### PROMPT
Show, from the records below, all lines that contain the word "SARAJEVO".

### DATA
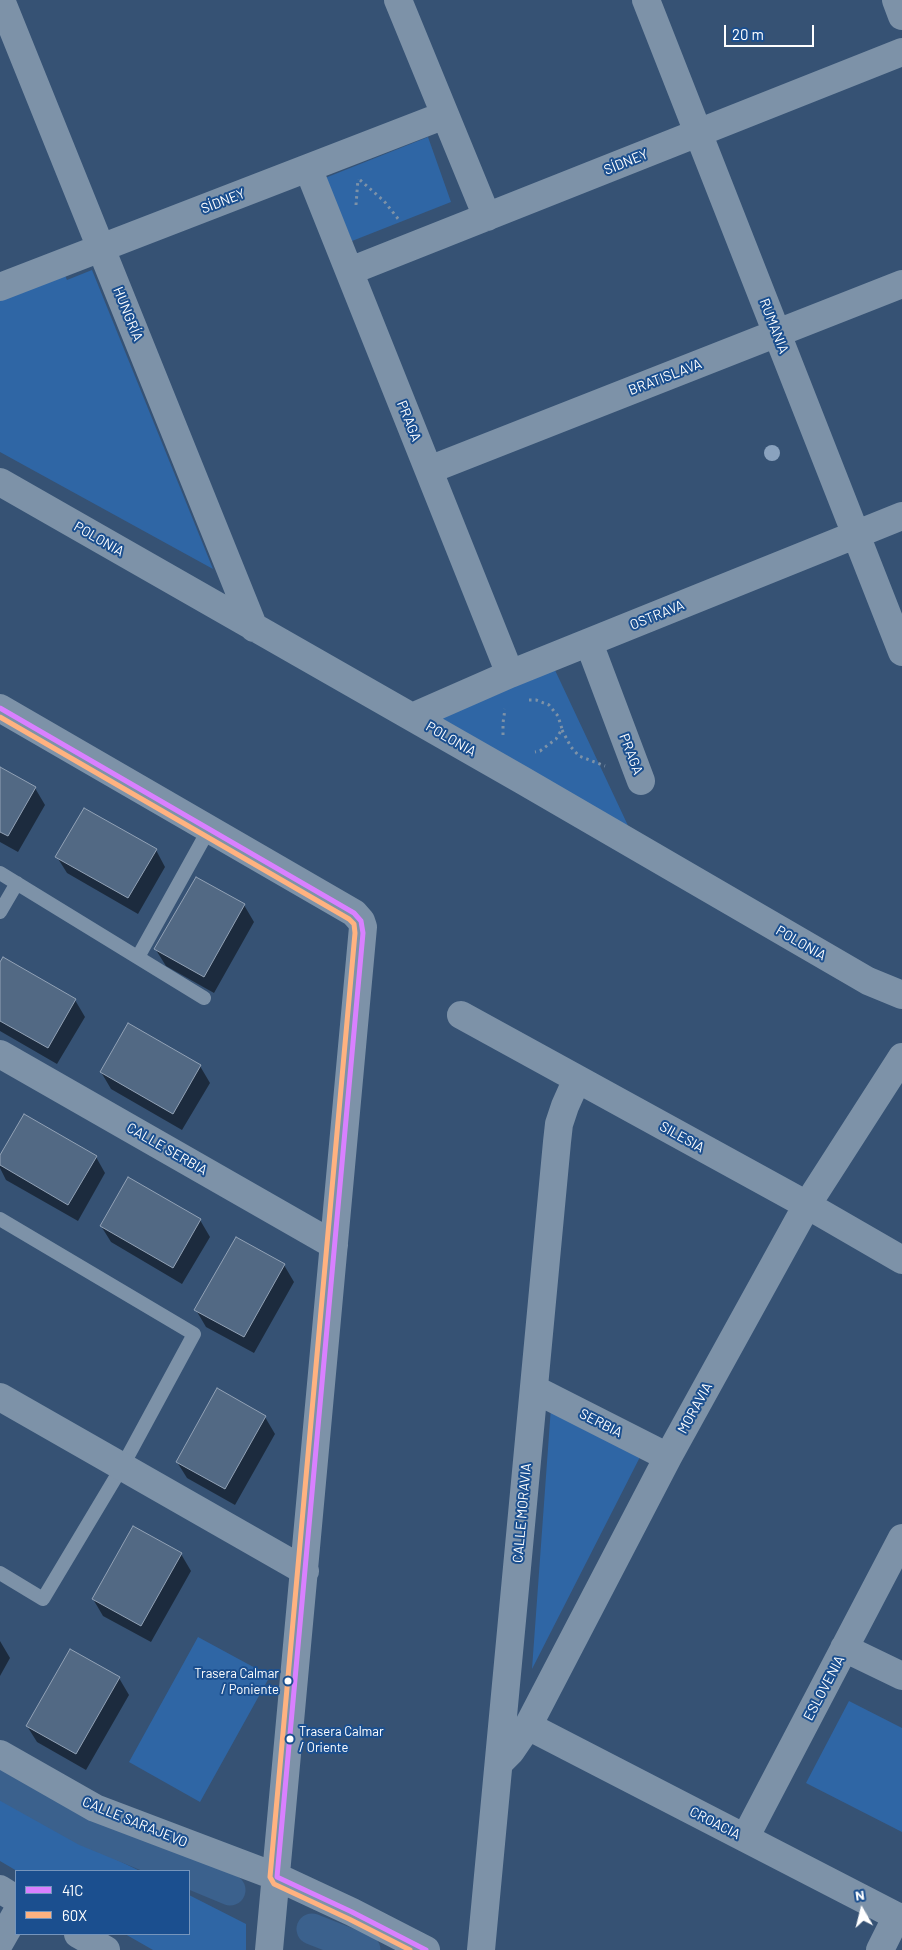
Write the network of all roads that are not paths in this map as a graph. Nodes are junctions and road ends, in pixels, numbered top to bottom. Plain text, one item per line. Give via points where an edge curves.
1 (1, 0) edge
2 (398, 0) edge
3 (646, 0) edge
4 (896, 0) edge
5 (902, 16) edge
6 (902, 52) edge
7 (445, 114) junction
8 (698, 133) junction
9 (308, 168) junction
10 (487, 217) junction
11 (101, 248) junction
12 (350, 271) junction
13 (902, 284) edge
14 (0, 287) edge
15 (777, 333) junction
16 (429, 470) junction
17 (0, 482) edge
18 (902, 516) edge
19 (856, 534) junction
20 (254, 628) junction
21 (589, 643) junction
22 (902, 652) edge
23 (510, 674) junction
24 (0, 708) edge
25 (412, 717) junction
26 (641, 781) road end
27 (209, 829) junction
28 (0, 872) edge
29 (17, 883) junction
30 (0, 912) edge
31 (138, 957) junction
32 (902, 995) edge
33 (204, 998) dead end
34 (461, 1015) dead end
35 (0, 1054) edge
36 (902, 1057) edge
37 (578, 1079) junction
38 (807, 1205) junction
39 (0, 1219) edge
40 (334, 1245) junction
41 (902, 1260) edge
42 (534, 1389) junction
43 (0, 1397) edge
44 (668, 1457) junction
45 (122, 1467) junction
46 (902, 1538) edge
47 (305, 1572) junction
48 (0, 1573) edge
49 (844, 1648) junction
50 (902, 1676) edge
51 (528, 1726) junction
52 (0, 1754) edge
53 (499, 1763) junction
54 (745, 1838) junction
55 (277, 1877) junction
56 (0, 1889) edge
57 (15, 1898) edge
58 (15, 1916) edge
59 (900, 1918) edge
60 (80, 1935) edge
61 (0, 1942) edge
62 (106, 1950) edge
63 (269, 1950) edge
64 (426, 1950) edge
65 (481, 1950) edge
66 (880, 1950) edge

1 - 11 street, HUNGRÍA
2 - 7 street
3 - 8 street, RUMANIA
4 - 5 street
6 - 8 street, SÍDNEY
7 - 9 street, SÍDNEY
7 - 10 street
8 - 10 street, SÍDNEY
8 - 15 street, RUMANIA
9 - 11 street, SÍDNEY
9 - 12 street, PRAGA
10 - 12 street, SÍDNEY
11 - 14 street, SÍDNEY
11 - 20 street, HUNGRÍA
12 - 16 street, PRAGA
13 - 15 street, BRATISLAVA
15 - 16 street, BRATISLAVA
15 - 19 street, RUMANIA
16 - 23 street, PRAGA
17 - 20 street, POLONIA
18 - 19 street, OSTRAVA
19 - 21 street, OSTRAVA
19 - 22 street, RUMANIA
20 - 25 street, POLONIA
21 - 23 street, OSTRAVA
21 - 26 street, PRAGA
23 - 25 street, OSTRAVA
24 - 27 street
25 - 32 street, POLONIA via 868,981
27 - 31 lane
27 - 40 street via 354,913 361,921 363,933
28 - 29 lane
29 - 30 lane
29 - 31 lane
31 - 33 lane
34 - 37 street, SILESIA
35 - 40 street, CALLE SERBIA
36 - 38 street, MORAVIA
37 - 38 street, SILESIA
37 - 42 street, CALLE MORAVIA via 565,1106 556,1142
38 - 41 street, SILESIA
38 - 44 street, MORAVIA
39 - 45 lane via 194,1334
40 - 47 street
42 - 44 street, SERBIA
42 - 53 street, CALLE MORAVIA
43 - 45 street
44 - 51 street, MORAVIA
45 - 47 street
45 - 48 lane via 43,1599
46 - 49 street, ESLOVENIA
47 - 55 street
49 - 50 street
49 - 54 street, ESLOVENIA
51 - 53 street, MORAVIA via 512,1751
51 - 54 street, CROACIA
52 - 55 street, CALLE SARAJEVO via 95,1808
53 - 65 street, CALLE MORAVIA
54 - 59 street, CROACIA
55 - 63 street
55 - 64 street, CALLE SARAJEVO
56 - 57 street
58 - 61 street
59 - 66 street
60 - 62 street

### REPLY
52 - 55 street, CALLE SARAJEVO via 95,1808
55 - 64 street, CALLE SARAJEVO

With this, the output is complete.